(Images with localized body landmarks)
■ ■ ■ ■

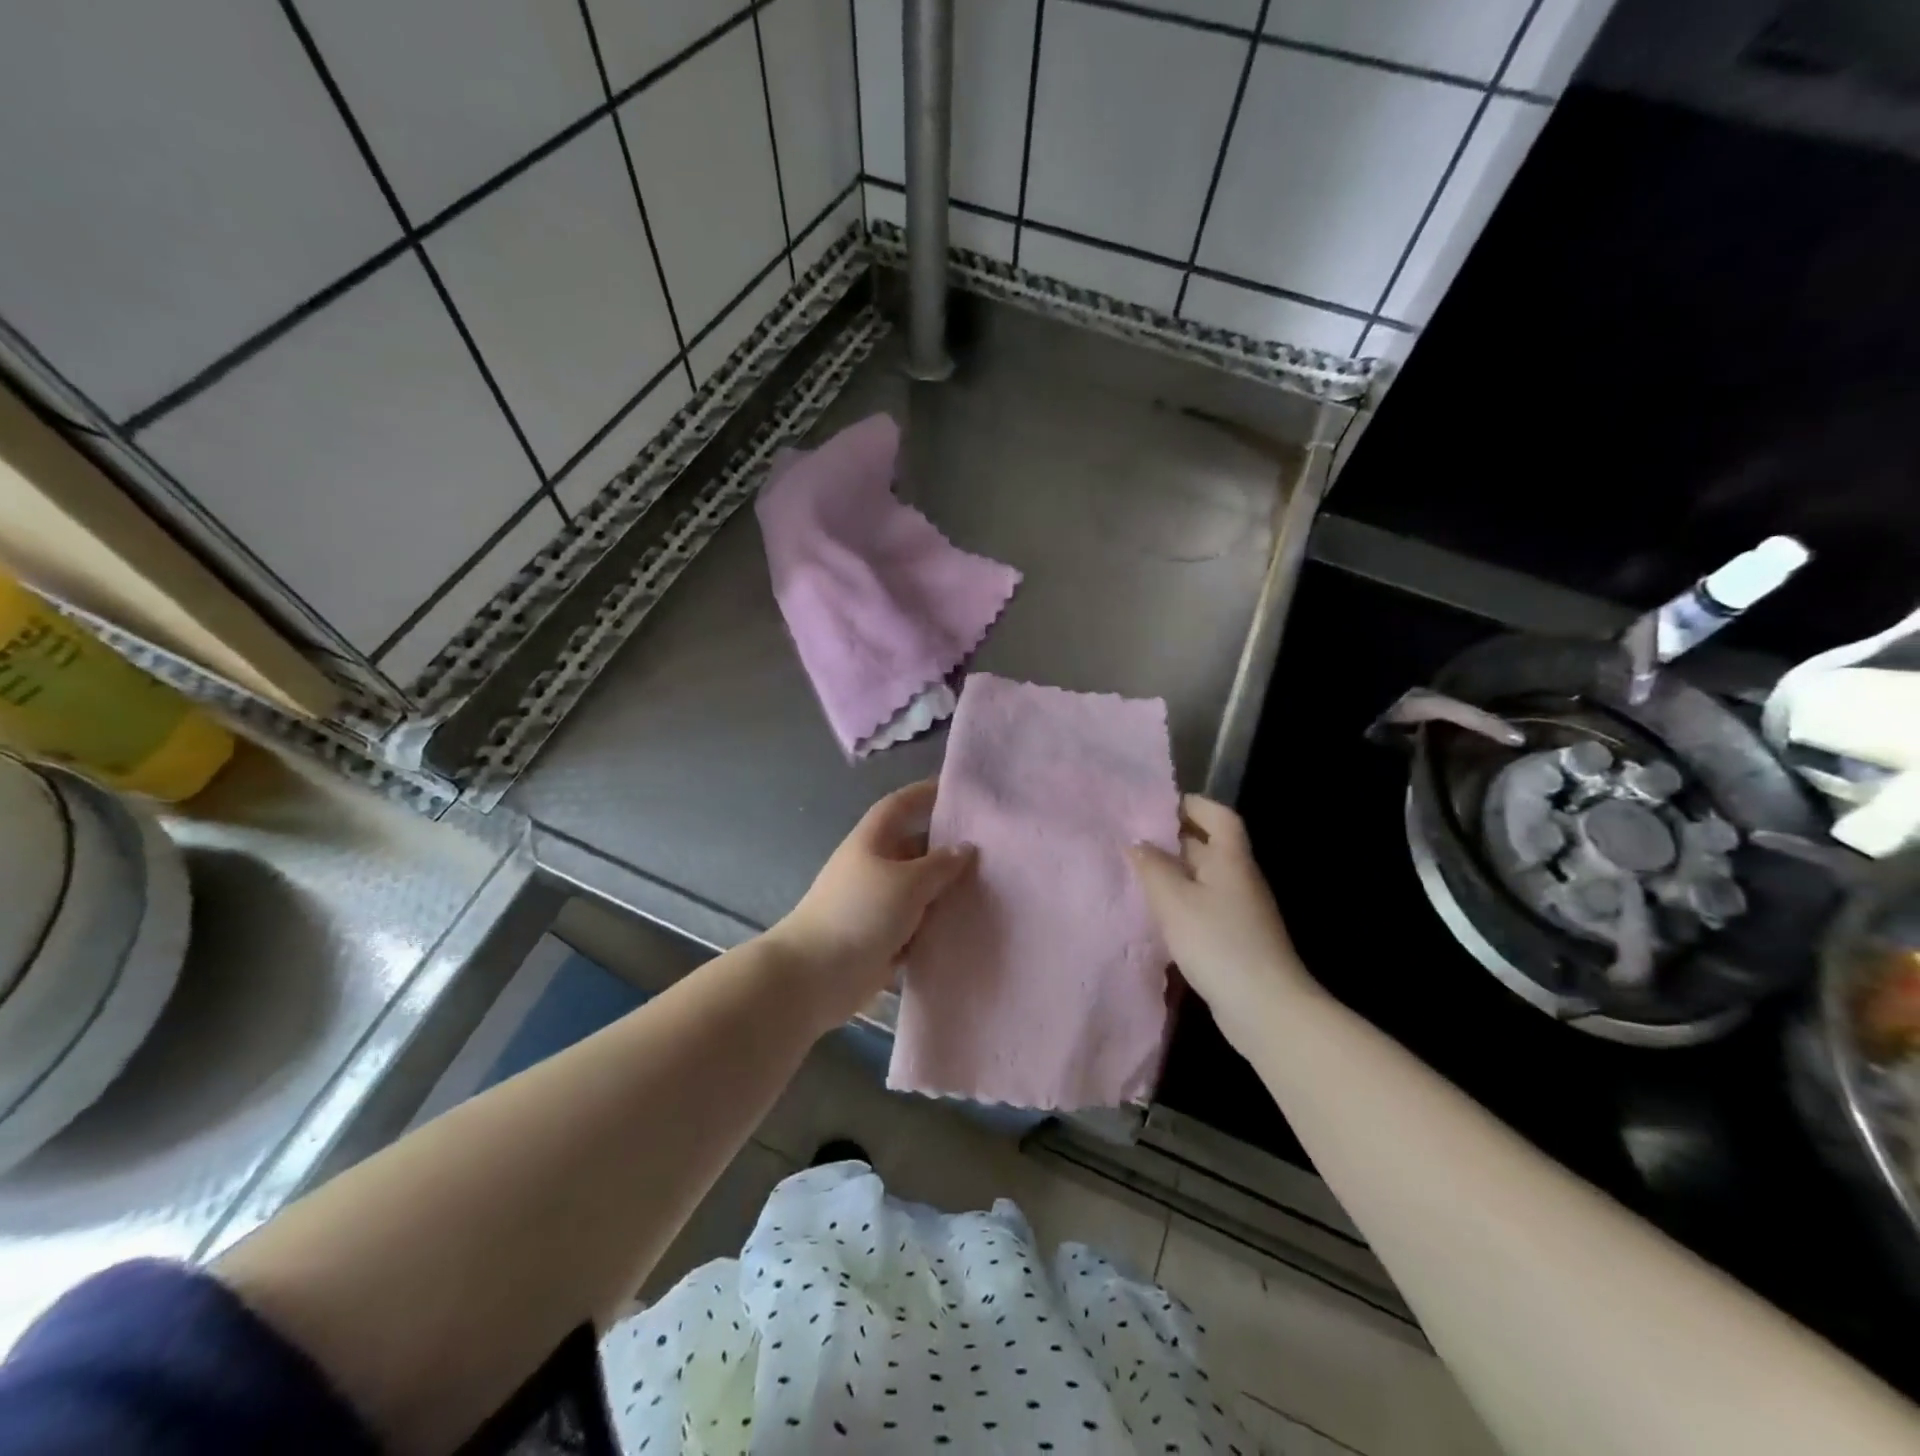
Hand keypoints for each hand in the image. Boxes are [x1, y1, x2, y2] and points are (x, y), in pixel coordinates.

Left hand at [771, 779, 974, 1033]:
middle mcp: (873, 866)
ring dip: (944, 892)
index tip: (958, 792)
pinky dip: (935, 925)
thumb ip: (940, 865)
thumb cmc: (861, 913)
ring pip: (917, 889)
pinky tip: (966, 927)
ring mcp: (875, 903)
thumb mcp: (908, 882)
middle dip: (946, 849)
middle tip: (990, 851)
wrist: (816, 975)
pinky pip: (915, 924)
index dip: (925, 793)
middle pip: (914, 848)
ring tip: (988, 890)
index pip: (900, 805)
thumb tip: (965, 848)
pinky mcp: (880, 937)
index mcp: (872, 841)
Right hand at [1129, 796, 1315, 1050]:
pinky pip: (1203, 907)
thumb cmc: (1217, 942)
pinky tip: (1156, 915)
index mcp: (1230, 859)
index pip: (1219, 817)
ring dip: (1174, 874)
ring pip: (1203, 879)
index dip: (1193, 805)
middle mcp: (1239, 878)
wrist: (1265, 1007)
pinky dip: (1180, 904)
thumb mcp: (1174, 900)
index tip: (1159, 805)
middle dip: (1174, 840)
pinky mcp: (1235, 939)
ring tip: (1136, 875)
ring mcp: (1240, 911)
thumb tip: (1137, 842)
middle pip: (1209, 846)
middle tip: (1133, 839)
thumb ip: (1152, 867)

■ ■ ■ ■

Repeat the line containing "pinky tip: (1156, 915)" and all subsequent lines through the final line of the data, exactly and with no others.

pinky tip: (1156, 915)
index mcp: (1230, 859)
index pip: (1219, 817)
ring dip: (1174, 874)
ring pip: (1203, 879)
index dip: (1193, 805)
middle mcp: (1239, 878)
wrist: (1265, 1007)
pinky dip: (1180, 904)
thumb mcp: (1174, 900)
index tip: (1159, 805)
middle dip: (1174, 840)
pinky mcp: (1235, 939)
ring tip: (1136, 875)
ring mcp: (1240, 911)
thumb tip: (1137, 842)
middle pip: (1209, 846)
middle tip: (1133, 839)
thumb ip: (1152, 867)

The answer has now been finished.